SEC Consult found that the device has two backdoor accounts that can be accessed by an attacker with access to the local network over telnet on port 23. The accounts provide root access to the device and they have hardcoded passwords that are not easy to change.
The cybersecurity firm also reported that the EasyScopeX software provided by Siglent for the SDS1202X-E oscilloscope can be accessed without authentication from any computer on the network, and the application communicates using unencrypted TCP packets, which makes it easy to intercept data. The EasyScopeX app allows users to configure the device and interact with it.
Finally, the company’s researchers discovered that multiple components embedded in the firmware, including BusyBox, GNU libc and the Linux kernel, are outdated and known to have various types of vulnerabilities.

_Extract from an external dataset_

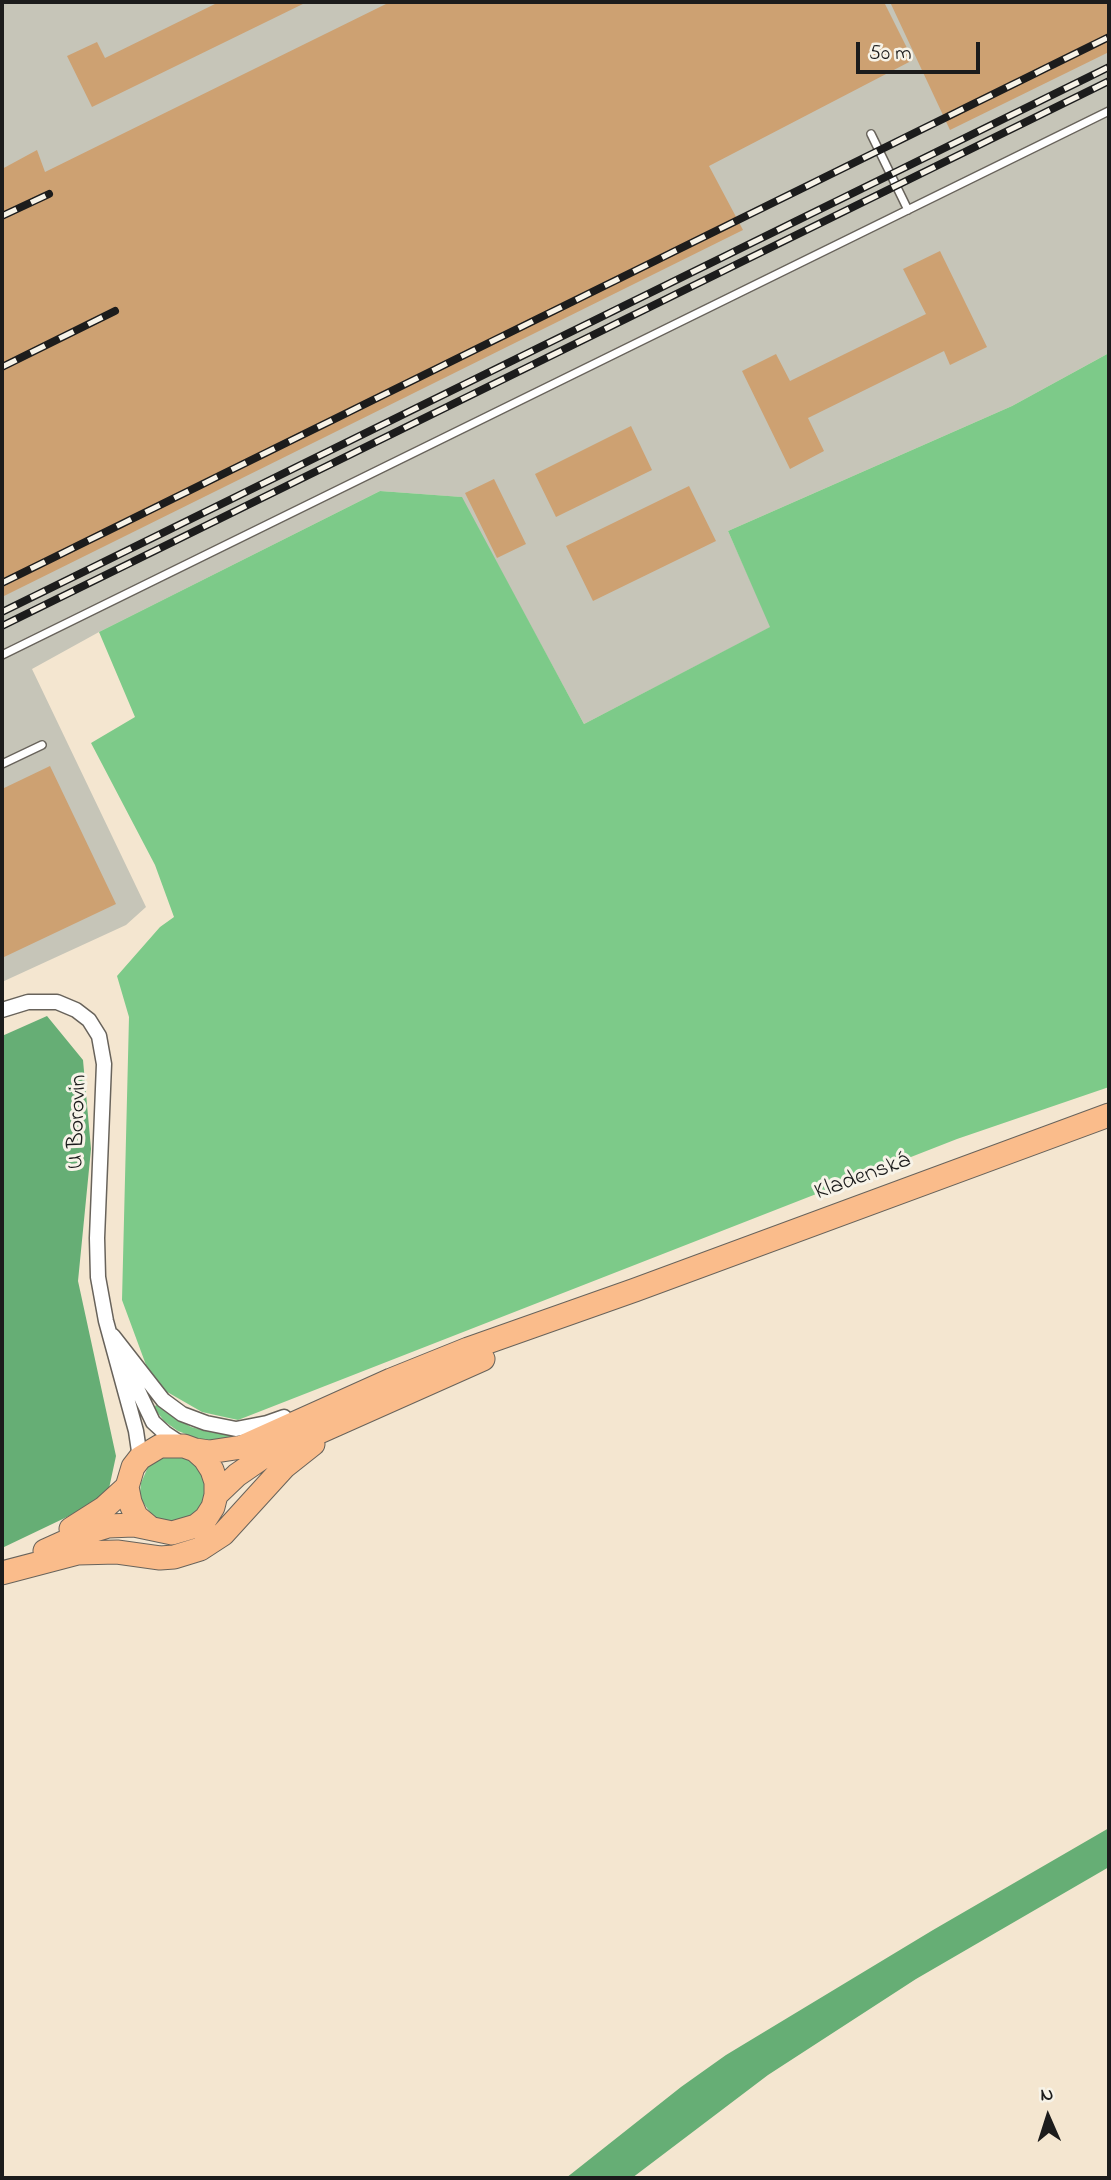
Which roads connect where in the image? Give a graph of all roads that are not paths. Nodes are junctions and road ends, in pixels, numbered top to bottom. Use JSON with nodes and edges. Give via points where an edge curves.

“Any malicious modification of measurement values may have serious impact on the product or service which is created or offered by using this oscilloscope. Therefore, all procedures which are executed with this device are untrustworthy,” SEC Consult said in its advisory.
SEC Consult notified Siglent of the vulnerabilities through Germany’s VDE CERT in August and while a sales person confirmed receiving the vulnerability report, no patch and no status updates have been provided by the vendor. Its official website lists one recent firmware update for the SDS1202X-E oscilloscope, but that was released before the security holes were discovered.
Researchers identified the vulnerabilities in a device running version V5.1.3.13 of the firmware, but they believe other versions are likely affected as well.
VDE CERT is also expected to release an advisory describing these vulnerabilities.
SecurityWeek has reached out to the vendor for comment and will update this article if the company responds.
UPDATE 11/5/2018. Siglent has provided the following statement:
Siglent Technologies is fully committed to providing its customers with safe and secure firmware for all of its test and measurement products. While most test instruments, such as oscilloscopes, are connected to small localized networks and not accessible from the outside, we realize the growing trend for internet connected devices opens up new risks that are being addressed within our engineering and product development process.
Siglent’s team of engineers is constantly developing firmware updates to address advanced technology features, as well as internet security updates to prevent the risk of network attacks. Siglent prides itself in being a global leader for hardware and software development in the test and measurement industry. We will continue to support our customers with firmware updates to stay ahead of potential security risks as they emerge in a time where vulnerability is becoming increasingly prevalent. Please contact Siglent directly if you have any concerns about the security or your Siglent test instrument.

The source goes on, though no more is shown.